New research from the US has found eating two early meals may be better than none for combatting obesity – a tasty prospect for the breakfast devotees among us.
The study, published in Pediatric Obesity, focussed on school-aged children, but experts told The New Daily the principles of breakfast apply equally to adults.
Short of raining on our parade, Associate Professor and nutrition expert at the University of Adelaide Leonie Heilbronn said it wasn’t as simple as doubling our cereal serving each morning.
The science behind eating early
While the study found children who skipped breakfast were twice as likely to be obese, Associate Professor Heilbronn said simply shifting our calories to earlier in the day was not the answer.
“When we test large portions of the population and ask them to provide us with a food diary, we find people who eat earlier in the day and less in the evening are less likely to have obesity or diabetes,” she said.
“But when we test in the lab, we don’t really see any difference between eating early or late for obesity.”
Associate Professor Heilbronn said it’s not the actual time of day that’s affecting our weight, it’s the bad decision we make as a result of skipping breakfast.

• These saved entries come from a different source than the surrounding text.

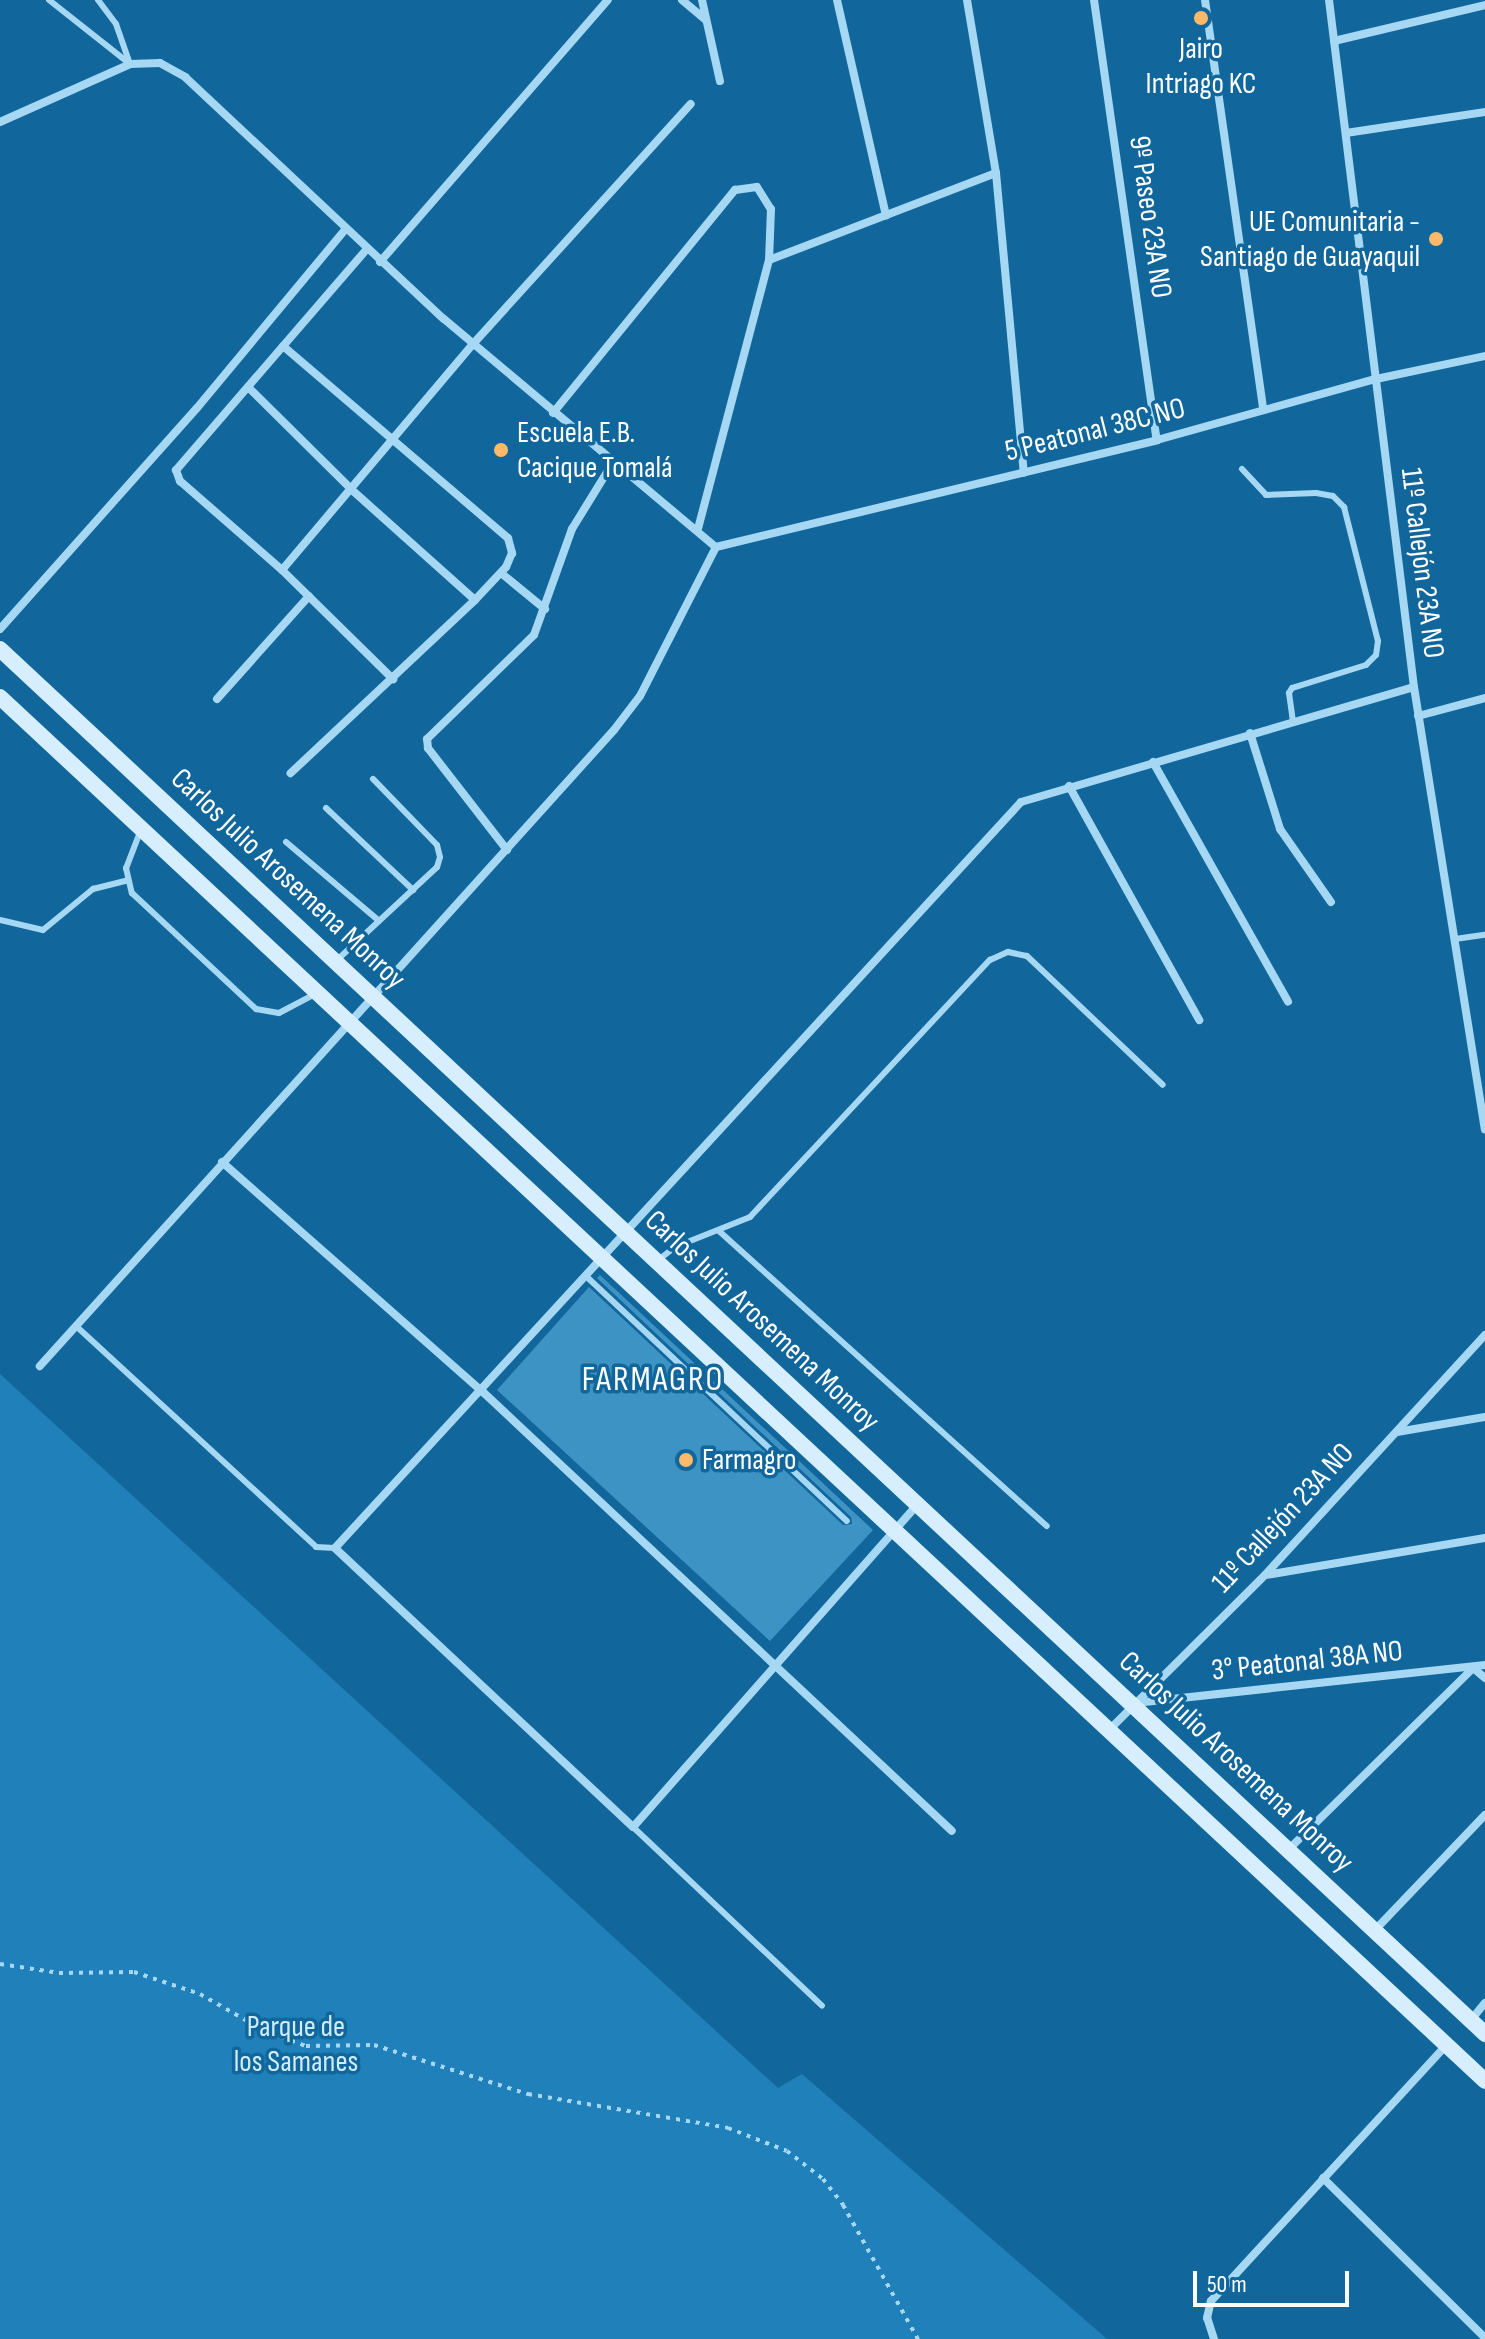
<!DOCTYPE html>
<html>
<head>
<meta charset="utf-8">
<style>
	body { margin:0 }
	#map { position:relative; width:1485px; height:2339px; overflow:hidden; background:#11679c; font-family:"Sofia Sans Condensed",sans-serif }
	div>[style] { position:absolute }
	.green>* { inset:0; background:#2081ba }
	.building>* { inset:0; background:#3e93c5 }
	.path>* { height:4px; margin-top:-2px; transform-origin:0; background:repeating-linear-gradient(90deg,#a6d8f4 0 4px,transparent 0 10px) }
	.lane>* { height:6px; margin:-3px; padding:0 3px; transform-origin:3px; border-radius:3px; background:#a6d8f4 }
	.street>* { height:8px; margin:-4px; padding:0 4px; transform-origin:4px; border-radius:4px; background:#a6d8f4 }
	.secondary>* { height:16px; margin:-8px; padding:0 8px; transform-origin:8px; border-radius:8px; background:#d6eefd }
	.dots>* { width:22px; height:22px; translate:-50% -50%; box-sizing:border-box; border:4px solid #11679c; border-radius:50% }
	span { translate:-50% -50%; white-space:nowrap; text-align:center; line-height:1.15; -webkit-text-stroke:7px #11679c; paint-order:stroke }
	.poi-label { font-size:30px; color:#fff }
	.right { translate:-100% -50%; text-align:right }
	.left { translate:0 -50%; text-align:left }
	.street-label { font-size:30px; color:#fff }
	.park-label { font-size:30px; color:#cfedfe }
	.quarter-label { font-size:34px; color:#fff; letter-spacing:2px }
	.scale { position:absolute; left:1193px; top:2271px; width:156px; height:36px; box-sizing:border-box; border:4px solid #fff; border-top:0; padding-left:10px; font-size:24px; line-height:28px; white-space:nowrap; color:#fff; -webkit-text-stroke:6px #11679c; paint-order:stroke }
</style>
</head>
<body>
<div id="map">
	<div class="green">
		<i style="clip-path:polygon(0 1374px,778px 2088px,802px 2074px,1107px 2339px,0 2339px)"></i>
	</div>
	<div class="building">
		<i style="clip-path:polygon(600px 1275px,873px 1530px,770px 1641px,497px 1390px,589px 1287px,843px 1525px,852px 1524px,851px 1517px,597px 1278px)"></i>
	</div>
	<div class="path">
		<i style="left:0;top:1964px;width:60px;rotate:8.7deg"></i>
		<i style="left:59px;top:1973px;width:75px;rotate:-0.8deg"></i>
		<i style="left:134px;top:1972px;width:70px;rotate:18.4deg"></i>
		<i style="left:200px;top:1994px;width:73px;rotate:29.7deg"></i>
		<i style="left:263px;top:2030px;width:46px;rotate:20.4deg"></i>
		<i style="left:306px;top:2046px;width:68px;rotate:-0.8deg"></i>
		<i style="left:374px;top:2045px;width:162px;rotate:17.7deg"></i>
		<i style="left:528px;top:2094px;width:203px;rotate:9.6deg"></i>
		<i style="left:728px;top:2128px;width:63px;rotate:21.3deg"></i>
		<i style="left:787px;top:2151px;width:46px;rotate:37.9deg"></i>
		<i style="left:823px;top:2179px;width:33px;rotate:52deg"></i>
		<i style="left:843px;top:2205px;width:154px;rotate:60.8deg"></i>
	</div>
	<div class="lane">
		<i style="left:49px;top:0;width:103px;rotate:38.3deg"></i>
		<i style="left:98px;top:0;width:30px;rotate:53deg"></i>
		<i style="left:116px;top:24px;width:42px;rotate:70.7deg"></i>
		<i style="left:1242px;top:469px;width:35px;rotate:47deg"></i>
		<i style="left:1266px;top:495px;width:50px;rotate:-2.3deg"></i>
		<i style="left:1316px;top:493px;width:17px;rotate:10deg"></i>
		<i style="left:1333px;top:496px;width:16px;rotate:45deg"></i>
		<i style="left:1344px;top:507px;width:138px;rotate:75.8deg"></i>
		<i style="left:1378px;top:641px;width:14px;rotate:98deg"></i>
		<i style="left:1376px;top:655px;width:14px;rotate:135deg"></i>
		<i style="left:1366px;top:665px;width:77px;rotate:162.7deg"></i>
		<i style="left:1292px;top:688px;width:6px;rotate:121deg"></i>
		<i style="left:1289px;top:693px;width:29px;rotate:82deg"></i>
		<i style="left:326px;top:808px;width:120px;rotate:43.3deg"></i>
		<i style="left:140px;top:832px;width:39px;rotate:111deg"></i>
		<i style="left:126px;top:868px;width:26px;rotate:77deg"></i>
		<i style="left:132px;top:893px;width:170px;rotate:43.1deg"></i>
		<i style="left:256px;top:1009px;width:23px;rotate:10deg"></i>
		<i style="left:279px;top:1013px;width:41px;rotate:-27.8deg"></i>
		<i style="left:286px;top:842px;width:122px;rotate:40.3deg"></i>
		<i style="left:0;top:920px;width:44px;rotate:13.1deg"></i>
		<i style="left:43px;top:930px;width:65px;rotate:-39.4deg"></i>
		<i style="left:93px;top:889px;width:34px;rotate:-14deg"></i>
		<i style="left:1455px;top:939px;width:30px;rotate:-8deg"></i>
		<i style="left:336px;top:961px;width:138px;rotate:-42.9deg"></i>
		<i style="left:437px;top:867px;width:10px;rotate:-73deg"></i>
		<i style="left:440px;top:857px;width:12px;rotate:-104deg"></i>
		<i style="left:437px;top:845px;width:92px;rotate:-134.1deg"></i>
		<i style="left:719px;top:1231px;width:441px;rotate:42deg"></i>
		<i style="left:657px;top:1261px;width:23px;rotate:-38deg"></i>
		<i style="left:675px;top:1247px;width:81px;rotate:-21.8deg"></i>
		<i style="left:750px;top:1217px;width:352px;rotate:-47deg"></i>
		<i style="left:990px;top:960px;width:20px;rotate:-24deg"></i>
		<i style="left:1008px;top:952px;width:19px;rotate:12deg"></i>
		<i style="left:1027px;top:956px;width:187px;rotate:43.5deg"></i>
		<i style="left:588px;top:1278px;width:355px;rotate:43.2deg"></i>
		<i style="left:76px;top:1326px;width:326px;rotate:42.6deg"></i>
		<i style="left:316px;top:1547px;width:19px;rotate:3deg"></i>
		<i style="left:633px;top:1827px;width:260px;rotate:43.4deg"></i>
	</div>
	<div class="street">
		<i style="left:682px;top:0;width:31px;rotate:40deg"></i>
		<i style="left:702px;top:0;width:83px;rotate:77.5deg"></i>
		<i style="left:837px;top:0;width:221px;rotate:77.2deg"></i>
		<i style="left:967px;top:0;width:175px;rotate:80.5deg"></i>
		<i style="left:996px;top:173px;width:301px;rotate:84.7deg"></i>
		<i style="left:1094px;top:0;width:444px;rotate:81.9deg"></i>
		<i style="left:1205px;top:0;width:414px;rotate:81.9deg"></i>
		<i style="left:1329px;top:0;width:692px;rotate:82.95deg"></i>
		<i style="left:1414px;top:687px;width:448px;rotate:80.9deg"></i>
		<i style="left:1334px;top:41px;width:155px;rotate:-13.4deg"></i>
		<i style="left:0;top:122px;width:142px;rotate:-24deg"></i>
		<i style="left:130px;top:64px;width:30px;rotate:-2deg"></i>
		<i style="left:160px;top:63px;width:29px;rotate:29deg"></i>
		<i style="left:185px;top:77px;width:354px;rotate:43.1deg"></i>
		<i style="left:444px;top:319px;width:355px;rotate:40deg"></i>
		<i style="left:716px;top:547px;width:167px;rotate:117deg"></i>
		<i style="left:640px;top:696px;width:43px;rotate:127.4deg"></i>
		<i style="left:614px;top:730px;width:857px;rotate:132.07deg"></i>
		<i style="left:1346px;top:133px;width:141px;rotate:-8.6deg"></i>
		<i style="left:366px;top:250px;width:291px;rotate:130.8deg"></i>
		<i style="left:176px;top:470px;width:12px;rotate:70deg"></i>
		<i style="left:180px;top:481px;width:135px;rotate:41.1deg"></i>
		<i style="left:282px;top:570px;width:156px;rotate:44.5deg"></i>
		<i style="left:769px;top:260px;width:243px;rotate:-21deg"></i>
		<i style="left:380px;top:262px;width:347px;rotate:-49deg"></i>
		<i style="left:283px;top:346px;width:296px;rotate:40.5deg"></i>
		<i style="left:508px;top:538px;width:16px;rotate:75deg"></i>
		<i style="left:512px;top:553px;width:15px;rotate:113deg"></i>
		<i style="left:506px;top:567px;width:45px;rotate:133.2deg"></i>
		<i style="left:475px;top:600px;width:253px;rotate:136.8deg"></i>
		<i style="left:248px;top:387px;width:146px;rotate:44.7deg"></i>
		<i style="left:352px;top:490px;width:165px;rotate:41.8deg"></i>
		<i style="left:553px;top:413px;width:288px;rotate:-50.8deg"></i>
		<i style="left:735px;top:190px;width:22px;rotate:-8deg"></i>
		<i style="left:757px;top:187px;width:26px;rotate:58deg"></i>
		<i style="left:771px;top:209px;width:51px;rotate:92.2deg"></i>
		<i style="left:769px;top:260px;width:277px;rotate:104.8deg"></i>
		<i style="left:716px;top:547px;width:454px;rotate:-13.6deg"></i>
		<i style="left:1157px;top:440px;width:227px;rotate:-15.6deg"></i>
		<i style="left:1376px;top:379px;width:111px;rotate:-11.9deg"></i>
		<i style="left:282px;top:570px;width:296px;rotate:-49.8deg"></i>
		<i style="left:473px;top:344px;width:324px;rotate:-47.8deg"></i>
		<i style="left:501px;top:573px;width:57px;rotate:39.3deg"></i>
		<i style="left:0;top:629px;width:296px;rotate:-48.3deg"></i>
		<i style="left:197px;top:408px;width:231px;rotate:-50.3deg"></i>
		<i style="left:217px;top:699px;width:138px;rotate:-48.2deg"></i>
		<i style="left:1418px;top:716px;width:69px;rotate:-15deg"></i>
		<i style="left:1250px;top:733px;width:101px;rotate:72.6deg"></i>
		<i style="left:1280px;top:829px;width:89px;rotate:55.1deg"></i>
		<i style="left:1153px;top:762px;width:275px;rotate:60.6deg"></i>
		<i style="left:1069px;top:786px;width:268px;rotate:60.9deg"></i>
		<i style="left:507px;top:850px;width:129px;rotate:-127.8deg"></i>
		<i style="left:428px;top:748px;width:9px;rotate:-96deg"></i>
		<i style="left:427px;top:739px;width:149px;rotate:-44.2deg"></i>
		<i style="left:534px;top:635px;width:113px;rotate:-70.3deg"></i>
		<i style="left:572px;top:529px;width:76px;rotate:-58.4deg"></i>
		<i style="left:222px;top:1162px;width:348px;rotate:41.4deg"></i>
		<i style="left:483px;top:1392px;width:642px;rotate:43.11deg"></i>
		<i style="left:1397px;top:1432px;width:89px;rotate:-9.7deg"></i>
		<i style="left:917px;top:1505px;width:429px;rotate:131.4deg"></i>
		<i style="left:633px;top:1827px;width:408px;rotate:-136.9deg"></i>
		<i style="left:335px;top:1548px;width:1013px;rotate:-47.4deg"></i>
		<i style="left:1021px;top:802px;width:409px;rotate:-16.3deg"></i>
		<i style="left:1266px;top:1575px;width:222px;rotate:-9.6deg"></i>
		<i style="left:1135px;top:1703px;width:352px;rotate:-6.2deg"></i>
		<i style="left:1110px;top:1729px;width:218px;rotate:-44.8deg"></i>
		<i style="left:1265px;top:1575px;width:326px;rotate:-47.5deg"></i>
		<i style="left:1288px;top:1850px;width:260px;rotate:-44.5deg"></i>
		<i style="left:1473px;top:1668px;width:16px;rotate:40deg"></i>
		<i style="left:1375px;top:1930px;width:159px;rotate:-46.3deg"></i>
		<i style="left:1471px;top:2020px;width:22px;rotate:-51deg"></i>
		<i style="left:1323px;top:2178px;width:228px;rotate:44.6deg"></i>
		<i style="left:1214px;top:2339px;width:22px;rotate:-108deg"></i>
		<i style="left:1207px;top:2318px;width:17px;rotate:-77deg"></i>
		<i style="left:1211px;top:2301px;width:348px;rotate:-47.4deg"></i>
	</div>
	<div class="secondary">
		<i style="left:0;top:649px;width:2031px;rotate:43deg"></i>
		<i style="left:0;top:697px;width:2030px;rotate:42.98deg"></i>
	</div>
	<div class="dots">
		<i style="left:1201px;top:18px;background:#ffb969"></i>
		<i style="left:1436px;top:239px;background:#ffb969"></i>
		<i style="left:501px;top:450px;background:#ffb969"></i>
		<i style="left:686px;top:1460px;background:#ffb969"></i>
	</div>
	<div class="poi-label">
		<span style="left:1201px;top:66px">Jairo<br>Intriago KC</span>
		<span class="right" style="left:1420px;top:239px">UE Comunitaria -<br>Santiago de Guayaquil</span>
		<span class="left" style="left:517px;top:450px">Escuela E.B.<br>Cacique Tomalá</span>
		<span class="left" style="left:702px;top:1460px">Farmagro</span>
	</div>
	<div class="street-label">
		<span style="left:1150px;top:217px;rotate:82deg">9º Paseo 23A NO</span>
		<span style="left:1095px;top:430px;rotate:-14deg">5 Peatonal 38C NO</span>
		<span style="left:1422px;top:563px;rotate:83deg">11º Callejón 23A NO</span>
		<span style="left:288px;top:879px;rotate:43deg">Carlos Julio Arosemena Monroy</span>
		<span style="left:762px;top:1321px;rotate:43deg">Carlos Julio Arosemena Monroy</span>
		<span style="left:1283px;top:1518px;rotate:-47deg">11º Callejón 23A NO</span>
		<span style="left:1307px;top:1661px;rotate:-6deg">3° Peatonal 38A NO</span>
		<span style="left:1236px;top:1762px;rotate:43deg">Carlos Julio Arosemena Monroy</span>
	</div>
	<div class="park-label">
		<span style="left:296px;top:2044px">Parque de<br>los Samanes</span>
	</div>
	<div class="quarter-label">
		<span style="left:653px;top:1380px">FARMAGRO</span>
	</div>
	<div class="scale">50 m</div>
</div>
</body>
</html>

Qualified nutritionist Tracie Hyam Connor agrees: “When we wake up, we’re hungry.
“If we don’t eat within that two-hour frame our blood sugar levels go into havoc and you might reach for that coffee and muffin rather than something healthier.”
And it’s not only our weight that’s at risk. Ms Connor said low blood sugar affects our ability to concentrate at work, while Associate Professor Heilbronn said there was scientific evidence to suggest eating more later in the day increases our risk of diabetes.
How to eat two breakfasts
So if eating early is king then what should be on our plates?
Ms Connor said Australians were often doing themselves a disservice in the morning with sugary breakfast cereals.
“You want to eat a balance of macronutrients – that means a combination of complex carbs, protein and fat.”
She suggested an egg on wholemeal toast with spinach on the side, a vegetable omelette or porridge with a dollop of yoghurt for an extra protein hit.
“Obesity isn’t just when you eat and how much you eat, it’s what you eat as well,” Ms Connor said.
It might take practise
For those insisting they’re not hungry in the morning, Ms Connor says eating breakfast is all about habit.
“You have to train yourself,” she says, noting that there’s no evidence to say feeling sick when you eat in the morning has anything to do with genetics.
“You might not be feeling hungry because you’ve eaten a lot at dinner the night before, or you simply might not be used to it.”
However, for many of us, eating two breakfasts doesn’t sound like too much of a hardship.